Türkiye, Ortado-ğu’da kartların yeniden dağıtıldığı, bir günde
Irak haritasının değiştiği, bölgedeki tüm ülkelerin kaderini
etkileyecek bir süreçten geçiyor.
Üstelik bu süreç, 15 Temmuz gibi, olağan koşullarda bir ülkenin
havlu atabileceği çok kritik gelişmelerin yaşandığı bir döneme denk
geldi.
Alınan her karar sonrayı derinden etkileme gücüne sahip.
“Birlik ve beraberlik” söylemine hiç olmadığı kadar ihtiyaç duyulan
bir dönem.
Dün Meclis’te gerçekleşen Başbakan Binali Yıldırım-CHP Genel
Başkanı Kemal Kılıçdaroğlu görüşmesine bu çerçeveden bakmak
mümkün.
5 Ekim’de MHP lideri Devlet Bahçeli ile görüşen Cumhurbaşkanı
Erdoğan, konuşmalarında sert eleştiriler yöneltmesine rağmen CHP
ile diyalog kapısını açık bırakmıştı.
Kılıçdaroğlu’nun talebi üzerine buluşmanın hemen gerçekleşmesi
diyaloğun açık olduğunu gösteriyor.
Dün görüşmeden sonra Kılıçdaroğlu ile konuşma imkânı buldum.
Görüşmenin içeriğiyle ilgili ilk sözleri, “Aklınıza gelebilecek her
şeyi konuştuk, söylenebilecek her şeyi söyledim” oldu.
İdlib ve Kerkük odaklı gelişmelerin anımsatılması üzerine, “Onların
hepsi var” dedi.
CHP liderine, KHK ile mesleklerinden ihraç edildikten sonra
başladıkları açlık grevini cezaevinde sürdüren Nuriye Gülmen ve
Semih Özakça’nın durumunun gündeme getirip getirmediğini de
sordum.
“Aklınıza gelebilecek her şeyi söyledim” yanıtını verdi.
Başbakan’ın bu konuda kendisine bir not verdiğini ve bu notu
inceleyeceğini söyledi.
Aldığım bilgiler, notun Gülmen ve Özakça hakkındaki iddialarla
birlikte, Dışişleri, İçişleri ve Adalet bakanlıklarının OHAL
Komisyonu’na yaptığı, “Öncelikli olarak bu konuda karar verin”

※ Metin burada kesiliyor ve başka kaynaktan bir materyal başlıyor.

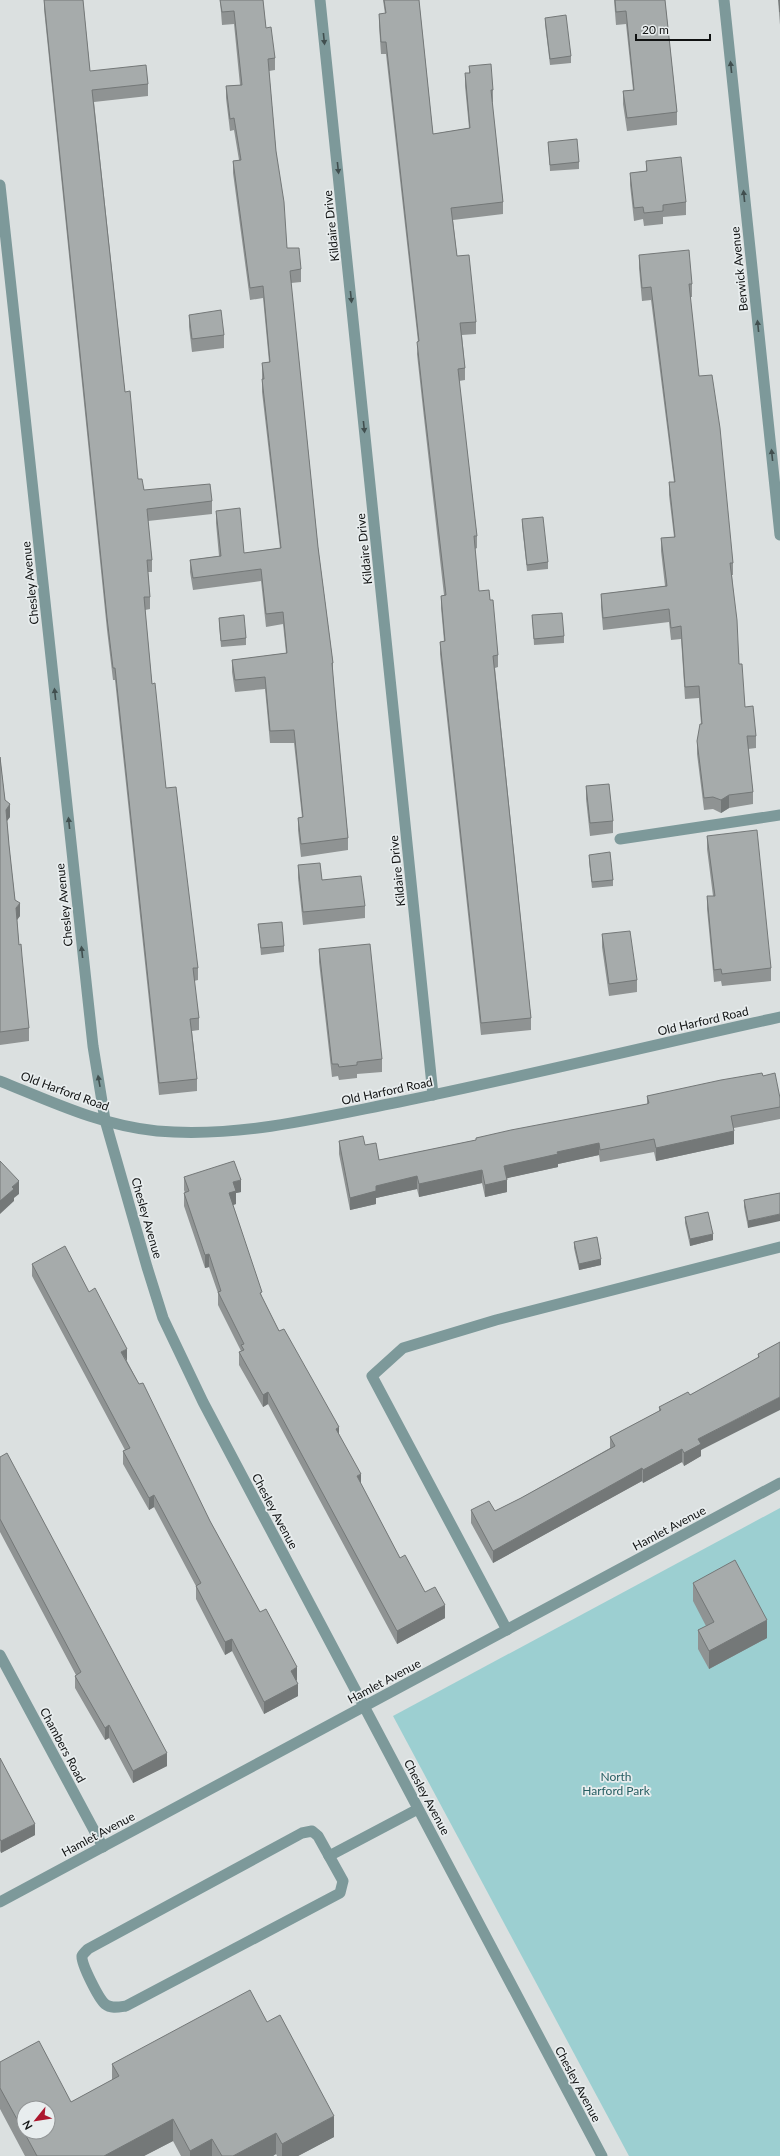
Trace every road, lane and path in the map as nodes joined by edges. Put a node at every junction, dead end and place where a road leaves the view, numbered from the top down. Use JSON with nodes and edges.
{"nodes":[{"id":1,"x":320,"y":0,"type":"edge"},
{"id":2,"x":724,"y":0,"type":"edge"},
{"id":3,"x":0,"y":185,"type":"edge"},
{"id":4,"x":780,"y":536,"type":"edge"},
{"id":5,"x":780,"y":815,"type":"edge"},
{"id":6,"x":620,"y":839,"type":"dead end"},
{"id":7,"x":780,"y":1017,"type":"edge"},
{"id":8,"x":0,"y":1081,"type":"edge"},
{"id":9,"x":433,"y":1095,"type":"junction"},
{"id":10,"x":105,"y":1120,"type":"junction"},
{"id":11,"x":780,"y":1247,"type":"edge"},
{"id":12,"x":780,"y":1483,"type":"edge"},
{"id":13,"x":506,"y":1630,"type":"junction"},
{"id":14,"x":0,"y":1655,"type":"edge"},
{"id":15,"x":364,"y":1706,"type":"junction"},
{"id":16,"x":418,"y":1809,"type":"junction"},
{"id":17,"x":103,"y":1847,"type":"junction"},
{"id":18,"x":329,"y":1856,"type":"junction"},
{"id":19,"x":0,"y":1902,"type":"edge"},
{"id":20,"x":602,"y":2156,"type":"edge"}],
"edges":[{"from":1,"to":9,"type":"street","name":"Kildaire Drive","one_way":true},
{"from":4,"to":2,"type":"street","name":"Berwick Avenue","one_way":true},
{"from":10,"to":3,"type":"street","name":"Chesley Avenue","one_way":true},
{"from":5,"to":6,"type":"street"},
{"from":7,"to":9,"type":"street","name":"Old Harford Road"},
{"from":8,"to":10,"type":"street","name":"Old Harford Road"},
{"from":9,"to":10,"type":"street","name":"Old Harford Road"},
{"from":10,"to":15,"type":"street","name":"Chesley Avenue"},
{"from":11,"to":13,"type":"street"},
{"from":12,"to":13,"type":"street","name":"Hamlet Avenue"},
{"from":13,"to":15,"type":"street","name":"Hamlet Avenue"},
{"from":14,"to":17,"type":"street","name":"Chambers Road"},
{"from":15,"to":16,"type":"street","name":"Chesley Avenue"},
{"from":15,"to":17,"type":"street","name":"Hamlet Avenue"},
{"from":16,"to":18,"type":"street"},
{"from":16,"to":20,"type":"street","name":"Chesley Avenue"},
{"from":17,"to":19,"type":"street","name":"Hamlet Avenue"},
{"from":18,"to":18,"type":"street"}]}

uyarısını da içerdiği yönünde.
Kılıçdaroğlu’nun, görüşmede verilen yeniden yargılama kararına
rağmen tahliye edilmeyen CHP Milletvekili Enis Berberoğlu’nun
durumunu ve müftülere nikâh kıyma yetkisi veren tasarıyı da gündeme
getirdiğini öğrendik.
CHP lideri “İstediğiniz yanıtları alabildiniz mi?” sorusuna “İyi
geçti” yanıtını vermekle yetindi.
Zap harekâtı
neden?
Dün, önemli gelişmelerden biri de TSK’nın, iki askerimizin el
yapımı patlayıcıların infilak etmesi sonucu şehit düştüğüne yönelik
açıklaması ve bu açıklamada operasyonun “Irak Kuzeyi Zap
bölgesinde” yapıldığının vurgulanmasıydı.

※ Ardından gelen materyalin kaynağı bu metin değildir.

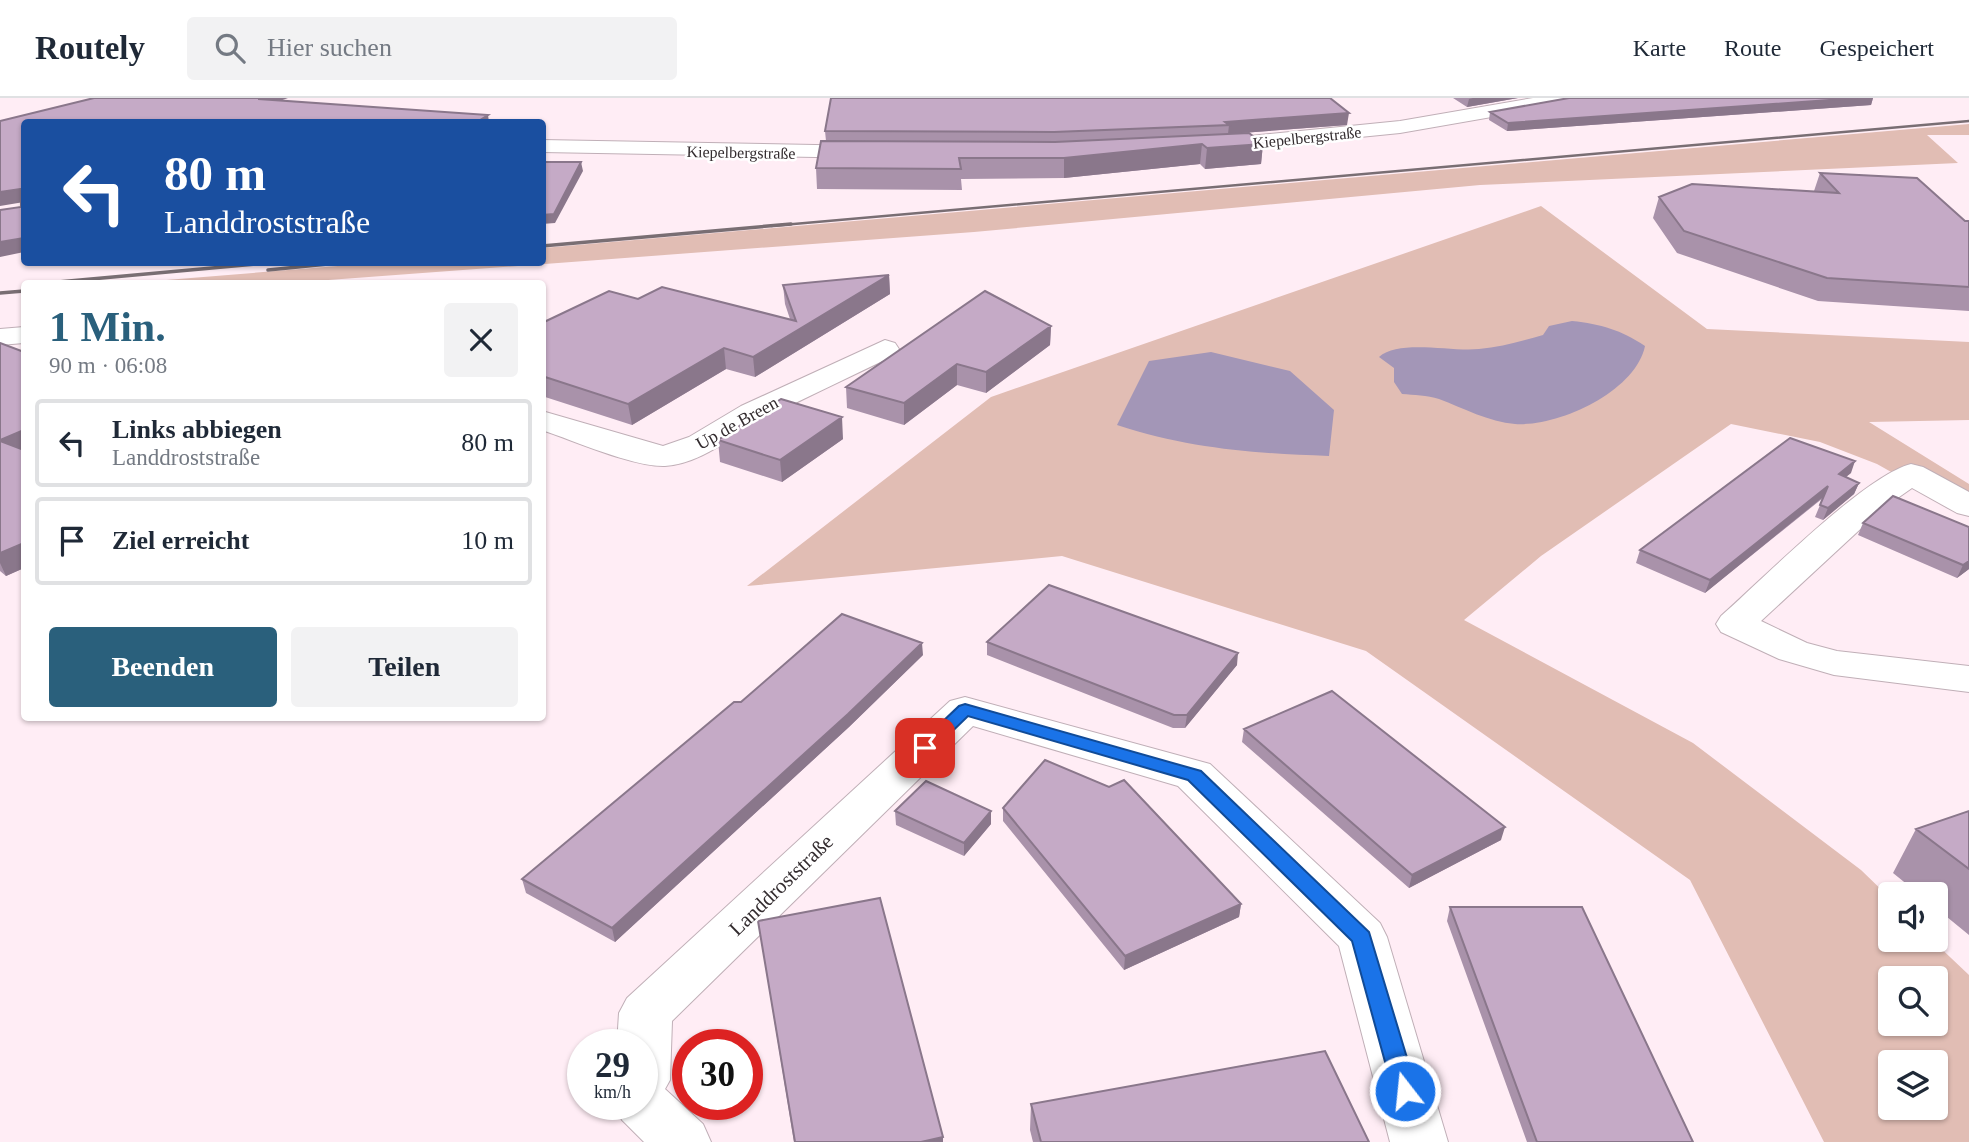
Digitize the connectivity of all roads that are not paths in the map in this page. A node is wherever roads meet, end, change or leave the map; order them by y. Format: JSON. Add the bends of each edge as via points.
{"nodes":[{"id":1,"x":1566,"y":98,"type":"edge"},
{"id":2,"x":546,"y":146,"type":"edge"},
{"id":3,"x":1185,"y":148,"type":"edge"},
{"id":4,"x":885,"y":152,"type":"edge"},
{"id":5,"x":21,"y":335,"type":"edge"},
{"id":6,"x":0,"y":337,"type":"edge"},
{"id":7,"x":885,"y":349,"type":"dead end"},
{"id":8,"x":546,"y":421,"type":"edge"},
{"id":9,"x":1969,"y":506,"type":"edge"},
{"id":10,"x":1969,"y":679,"type":"edge"},
{"id":11,"x":645,"y":1029,"type":"edge"},
{"id":12,"x":658,"y":1119,"type":"edge"},
{"id":13,"x":682,"y":1142,"type":"edge"},
{"id":14,"x":1419,"y":1142,"type":"edge"}],
"edges":[{"from":1,"to":3,"type":"street","name":"Kiepelbergstraße","via":[[1400,127]]},
{"from":2,"to":4,"type":"street","name":"Kiepelbergstraße"},
{"from":5,"to":6,"type":"street"},
{"from":7,"to":8,"type":"street","name":"Up de Breen","via":[[752,413],[682,453],[646,454]]},
{"from":9,"to":10,"type":"street","via":[[1912,474],[1870,502],[1735,624],[1793,651],[1834,663]]},
{"from":11,"to":14,"type":"street","name":"Landdroststraße","via":[[646,1013],[965,710],[1194,775],[1362,937]]},
{"from":12,"to":13,"type":"street"}]}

Açıklama, hava operasyonlarının yoğunlaştığı bölgede, karadan da
operasyon yapıldığını gösteriyordu.
Aldığım bilgilere göre, operasyon iki komando timinin sınırı
geçerek, PKK’nın Türkiye’ye yönelik sızma ve taciz ateşi için yoğun
olarak kullandığı Kokozer dağlık bölgesine girmesiyle
gerçekleştirilmiş.
Komando timleri, bölgenin temizlenmesi için faaliyette
bulunmuş.
İki askerimiz de bu dağlık bölgedeki PKK’nın yıllardır yuvalandığı
Güven ve Hisar dağları hattında şehit düşmüş. TSK, bir süredir bu
bölgeye yönelik sürekli hava harekâtları yapıyor.
Sistematik hale gelen harekâtlar sonucu, PKK hem militanlarını, hem
lojistiğini daha güneye çekmek zorunda kaldı.
Kaynakların verdiği bilgiye göre, kara operasyonları da aynı
stratejinin bir parçası olarak gerçekleştiriliyor.
Hedef, PKK’nın sızma girişimlerine kalıcı darbe vurmak.